First-time visitors to the Save Our Bones website may find it hard to believe that a nutritional program can replace osteoporosis drugs. It may seem even more unbelievable that the Program can reverse osteoporosis and osteopenia without dangerous side effects – except, of course, for the excellent “side effects” of more energy and better overall health.
The Program is scientifically backed with studies published in mainstream journals, and today I bring yet more studies that show low bone density is not the only condition that responds favorably to food-based treatments. In fact, there are three ubiquitous “diseases” – diabetes, high blood pressure, and high cholesterol – that studies have shown actually respond better to specific foods than prescription drugs.
Yet, not surprisingly, the Medical Establishment willfully ignores this…
So today we’re going to look at these three common foods – two of which are Foundation Foods – and the data supporting their effectiveness.
Let’s start with a fruit that many of us know by its scent.
1. Bergamot for High Cholesterol and Cardiovascular Disease
The flavor of bergamot gives Earl Grey tea its distinctive flavor, and bergamot essential oil is used in blends to alleviate anxiety. Both of those forms use the peel of this small citrus fruit; but it’s the juice that contains the highest level of polyphenols, which account in large part for this fruit’s remarkable health benefits. (Remember that polyphenols are essential for preventing bone loss as well.)

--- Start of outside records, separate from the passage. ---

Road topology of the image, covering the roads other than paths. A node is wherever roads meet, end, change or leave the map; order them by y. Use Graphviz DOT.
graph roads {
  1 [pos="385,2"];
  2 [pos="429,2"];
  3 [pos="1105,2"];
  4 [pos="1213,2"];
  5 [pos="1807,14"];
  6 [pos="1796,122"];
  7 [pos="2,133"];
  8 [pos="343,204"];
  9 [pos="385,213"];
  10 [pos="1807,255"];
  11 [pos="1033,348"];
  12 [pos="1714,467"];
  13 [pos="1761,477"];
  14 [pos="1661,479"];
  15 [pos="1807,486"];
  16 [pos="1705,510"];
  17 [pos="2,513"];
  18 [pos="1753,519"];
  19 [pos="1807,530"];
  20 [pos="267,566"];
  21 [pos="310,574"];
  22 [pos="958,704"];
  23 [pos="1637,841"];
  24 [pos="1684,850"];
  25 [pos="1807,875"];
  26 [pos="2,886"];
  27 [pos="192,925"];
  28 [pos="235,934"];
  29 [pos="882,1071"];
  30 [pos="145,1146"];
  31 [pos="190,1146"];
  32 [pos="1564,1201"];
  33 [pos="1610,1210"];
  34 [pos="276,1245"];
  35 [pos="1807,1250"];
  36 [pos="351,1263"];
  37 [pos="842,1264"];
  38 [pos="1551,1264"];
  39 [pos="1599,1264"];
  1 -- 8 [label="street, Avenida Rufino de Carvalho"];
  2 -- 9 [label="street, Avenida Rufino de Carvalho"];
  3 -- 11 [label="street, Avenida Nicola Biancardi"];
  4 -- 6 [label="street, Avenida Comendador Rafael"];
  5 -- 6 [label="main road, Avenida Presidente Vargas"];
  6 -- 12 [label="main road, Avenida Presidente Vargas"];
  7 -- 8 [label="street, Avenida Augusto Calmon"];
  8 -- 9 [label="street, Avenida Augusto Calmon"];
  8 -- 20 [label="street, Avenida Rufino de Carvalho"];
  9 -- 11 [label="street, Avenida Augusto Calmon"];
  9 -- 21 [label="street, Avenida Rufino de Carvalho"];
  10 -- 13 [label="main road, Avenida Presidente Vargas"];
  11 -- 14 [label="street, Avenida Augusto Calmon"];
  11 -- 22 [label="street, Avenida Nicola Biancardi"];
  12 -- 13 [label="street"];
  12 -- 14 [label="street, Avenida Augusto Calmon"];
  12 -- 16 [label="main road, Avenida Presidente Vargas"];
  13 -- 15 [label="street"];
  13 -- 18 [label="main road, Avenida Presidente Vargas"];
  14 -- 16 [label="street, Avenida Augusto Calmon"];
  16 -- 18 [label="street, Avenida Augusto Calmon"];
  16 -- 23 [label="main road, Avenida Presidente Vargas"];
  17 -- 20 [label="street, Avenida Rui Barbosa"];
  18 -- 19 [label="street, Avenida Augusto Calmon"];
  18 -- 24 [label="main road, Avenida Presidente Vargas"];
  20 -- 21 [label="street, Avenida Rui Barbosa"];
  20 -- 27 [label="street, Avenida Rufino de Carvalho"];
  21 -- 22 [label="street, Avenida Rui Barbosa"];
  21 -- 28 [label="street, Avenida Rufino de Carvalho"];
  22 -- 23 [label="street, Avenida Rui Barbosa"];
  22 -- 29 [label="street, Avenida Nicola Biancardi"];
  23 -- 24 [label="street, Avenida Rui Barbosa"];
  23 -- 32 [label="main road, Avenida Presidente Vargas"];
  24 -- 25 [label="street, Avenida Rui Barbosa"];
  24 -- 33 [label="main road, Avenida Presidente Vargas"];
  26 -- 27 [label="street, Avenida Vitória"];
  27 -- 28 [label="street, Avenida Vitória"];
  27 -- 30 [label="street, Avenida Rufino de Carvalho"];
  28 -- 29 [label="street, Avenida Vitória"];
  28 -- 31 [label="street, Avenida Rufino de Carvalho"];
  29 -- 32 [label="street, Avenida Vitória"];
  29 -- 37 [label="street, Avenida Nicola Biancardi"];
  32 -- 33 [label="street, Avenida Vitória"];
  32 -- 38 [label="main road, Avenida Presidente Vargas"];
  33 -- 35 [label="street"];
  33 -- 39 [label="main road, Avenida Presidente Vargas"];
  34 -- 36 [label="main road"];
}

In fact, it’s the polyphenolic compounds in bergamot that are responsible for its ability to boost cardiovascular health, an Italian study found. Researchers directly compared the effectiveness of bergamot to a popular statin drug, rosuvastatin : they divided up 77 people into groups which received a placebo, rosuvastatin, bergamot polyphenolic fraction (BPF), or both rosuvastatin and
BPF for 30 days.
The scientists found that combining the BPF with the rosuvastatin had the most impressive results, with lower total cholesterol and – this is important – an increase in the “good” cholesterol, HDL, keeping the ratio at a healthy level.1 This is not something that statins can do, and bear in mind that HDL levels are actually more relevant than total cholesterol.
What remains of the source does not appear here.